The “handle” is optional and it can be skipped entirely. It’s traditional to add it but it serves no real purpose other than being a decorative element.

Should a thinner, more watery soup be served in the bread bowl, it might be necessary to seal the bread to prevent it from soaking up liquid and becoming soggy. Once the loaf is hollowed out, the inside walls can be brushed generously with a beaten egg. After that’s done, the loaf should go back into the hot oven for a few extra minutes for the egg to coagulate, creating a seal.

Video Transcription

Żurek, a typical Polish soup made using fermented rye flour, is often served in an edible bowl: a hollowed-out loaf of bread. Today I’m making such bread. The written recipe can be found on the blog.

While the soup itself uses rye flour, the bread to hold it is typically made from white wheat flour. I’ll also need water, salt and yeast. It’s a very basic dough.

I like to start by dissolving the yeast in water. I also add salt. Flour goes in last. I roughly mix the ingredients in the bowl, flip the shaggy dough onto the counter and knead. The dough’s hydration isn’t too high so it’s not particularly sticky. After around ten minutes of kneading, I perform a windowpane test and I can see that the gluten mesh is formed correctly. I am able to stretch the dough to a translucent layer before it breaks.

I put a few drops of oil in the bowl and spread it to prevent the dough from sticking. The dough goes in.
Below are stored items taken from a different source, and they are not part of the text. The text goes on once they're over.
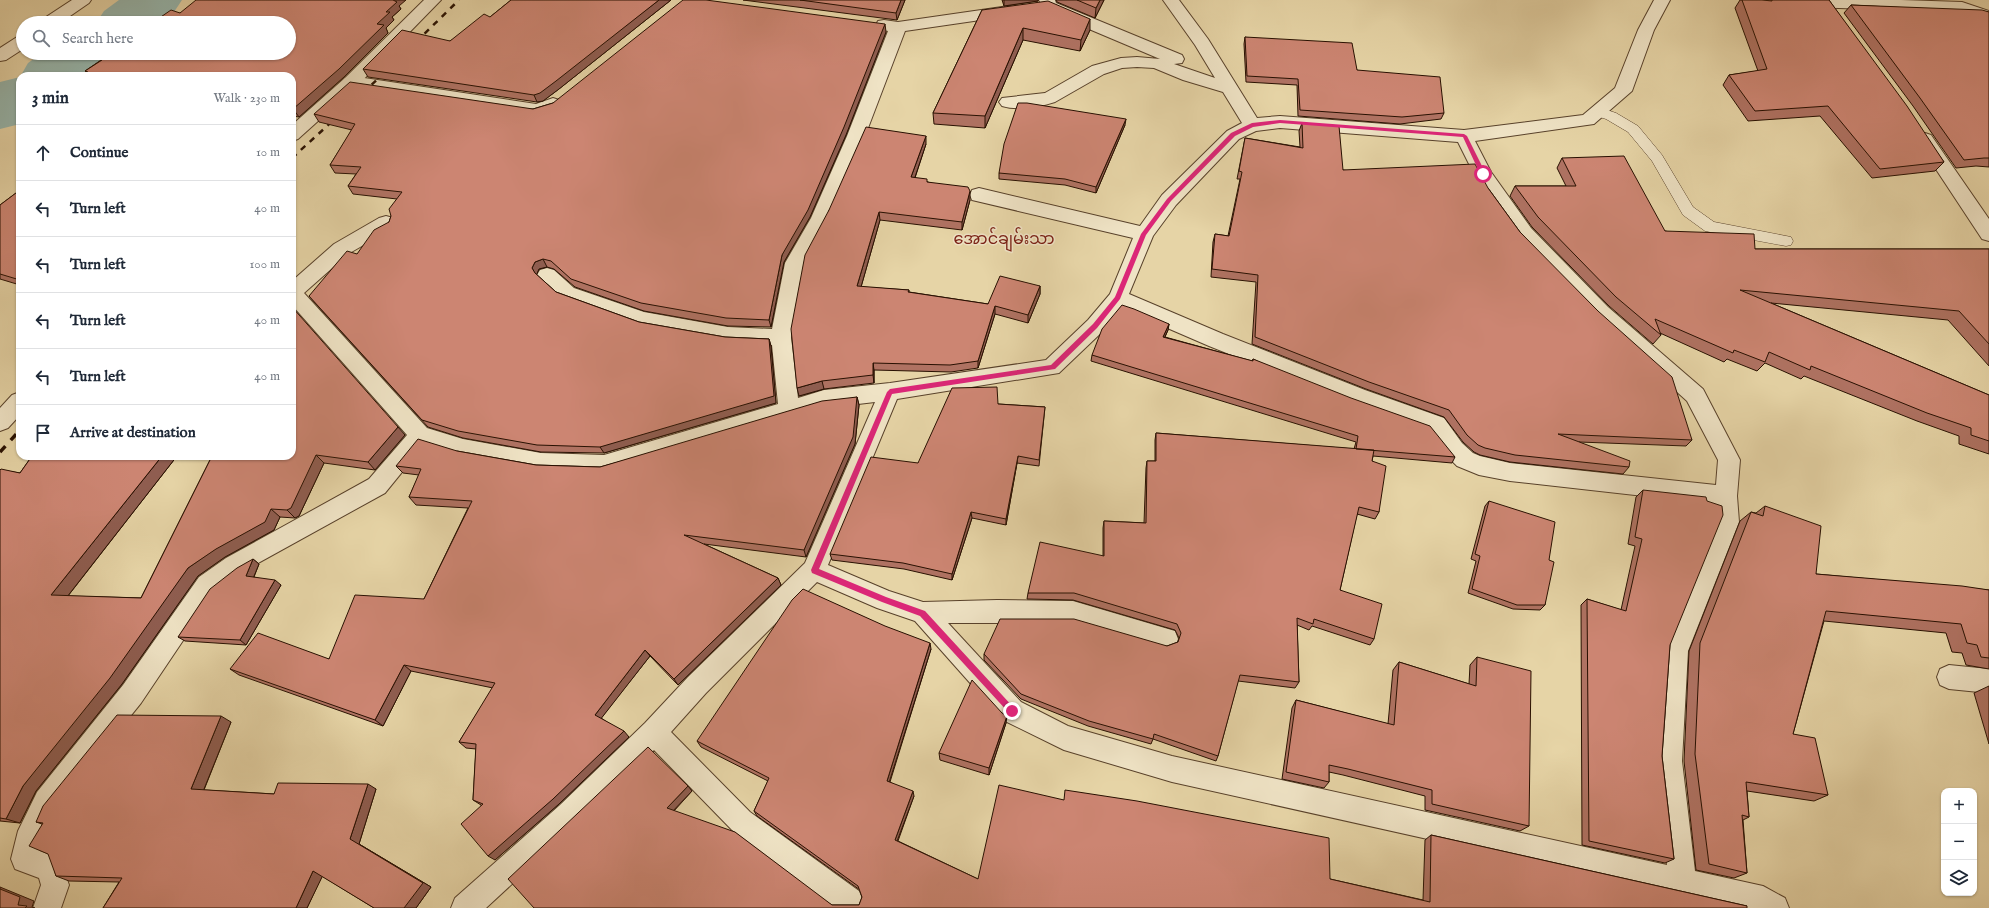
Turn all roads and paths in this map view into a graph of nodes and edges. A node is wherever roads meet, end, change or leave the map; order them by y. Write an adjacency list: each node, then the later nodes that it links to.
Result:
1 (83, 0): 7 (street)
2 (433, 0): 13 (street)
3 (1171, 0): 14 (street)
4 (1662, 0): 17 (street)
5 (1751, 0): 8 (street)
6 (1040, 6): 10 (street); 14 (street)
7 (59, 16)
8 (1989, 16)
9 (866, 23): 10 (street)
10 (898, 27): 31 (street)
11 (16, 46): 12 (street)
12 (0, 56)
13 (351, 82): 15 (street); 20 (street)
14 (1225, 83): 16 (street); 19 (street)
15 (566, 94)
16 (1008, 102)
17 (1598, 112): 21 (street); 26 (lane)
18 (1915, 124): 25 (street)
19 (1252, 125): 21 (street); 24 (street)
20 (296, 131)
21 (1464, 136): 37 (street)
22 (980, 195): 24 (street)
23 (386, 223): 28 (street)
24 (1144, 234): 30 (street)
25 (1989, 234)
26 (1786, 241)
27 (547, 275): 31 (street)
28 (296, 288)
29 (296, 296): 36 (street)
30 (1118, 298): 32 (street); 37 (street)
31 (781, 337): 34 (street)
32 (890, 392): 34 (street); 38 (street)
33 (16, 405): 35 (street)
34 (789, 409): 36 (street)
35 (0, 422)
36 (420, 435): 46 (street)
37 (1726, 496): 44 (street)
38 (814, 570): 39 (street); 43 (street)
39 (923, 613): 40 (street); 44 (street)
40 (1166, 639)
41 (1949, 677): 42 (street)
42 (1989, 681)
43 (654, 732): 45 (street); 47 (street)
44 (1683, 882): 48 (street)
45 (849, 902)
46 (47, 908)
47 (465, 908)
48 (1775, 908)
I cover it in oil and let it ferment, covered until it at least doubles in volume.

The fermentation is performed by the yeast, Saccharomyces cerevisiae. In a series of chemical reactions, some of the starch from the flour ends up transformed into ethanol and carbon dioxide. The latter compound is what inflates the dough, allowing it to rise.

The dough is nicely inflated. It’s time to divide it and preshape it. I use a scale to divide the dough in half. I knock each half back and shape it into a tight ball. I’ve nearly forgotten to take a piece from each dough ball. I’ll use these to form a handle on top of each loaf. Now, the preshaped dough will rest for a quarter of an hour. This will make the gluten network relax.
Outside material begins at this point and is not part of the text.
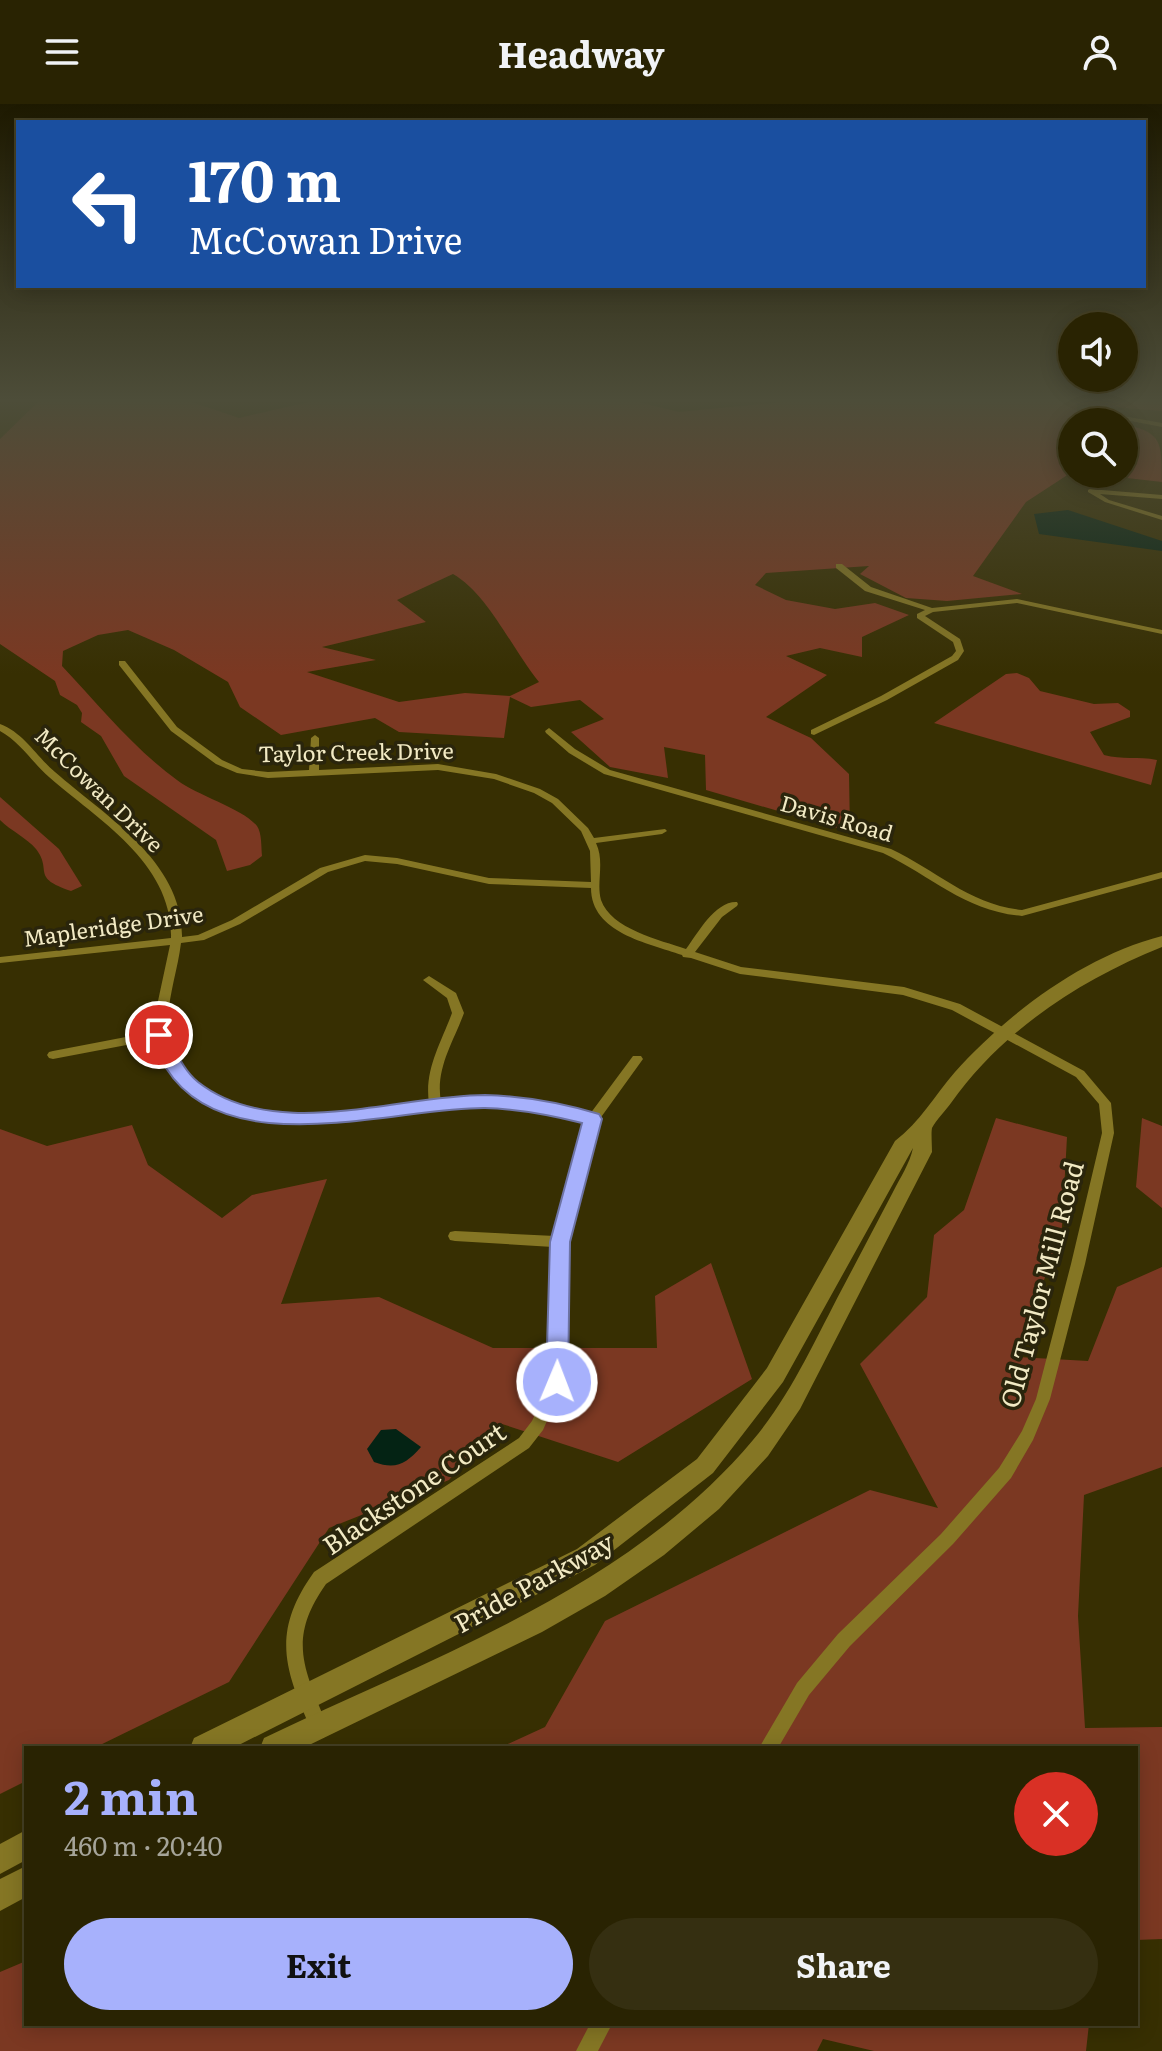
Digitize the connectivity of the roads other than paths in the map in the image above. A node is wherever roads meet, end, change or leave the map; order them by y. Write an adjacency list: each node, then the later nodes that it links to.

Fifteen minutes later, I can final shape the loaves. I lay each ball smooth side down, flatten it, fold the edges in and again form a tight ball. With a moist finger, I make dimples on top of the balls. I try not to break the gluten mesh. I form beaks on the smaller dough pieces and insert them into the dimples. Traditionally, I’d transfer the loaves onto a baking sheet and let them rise. However, I like to use baking tins. The loaves will rise until they’re ready to be baked.

Here they are, ready to go into the preheated oven. And here they are after baking. The handles on top got a little flatter than I’d like, but otherwise, they look great.
Since I’m using the bread as an edible bowl, it’s difficult to taste it on its own. I’ve already hollowed one out to fill it with żurek. The crumb is soft and spongy. It smells really nice, though that’s to be expected of a yeasted bread freshly taken out of the oven. It tastes nice. The top is the best part though. I toasted it under the broiler before serving the soup. It’s beautifully crunchy and tasty. Not an exquisite bread by any stretch, but its purpose is to be a bowl. And for that, it works great.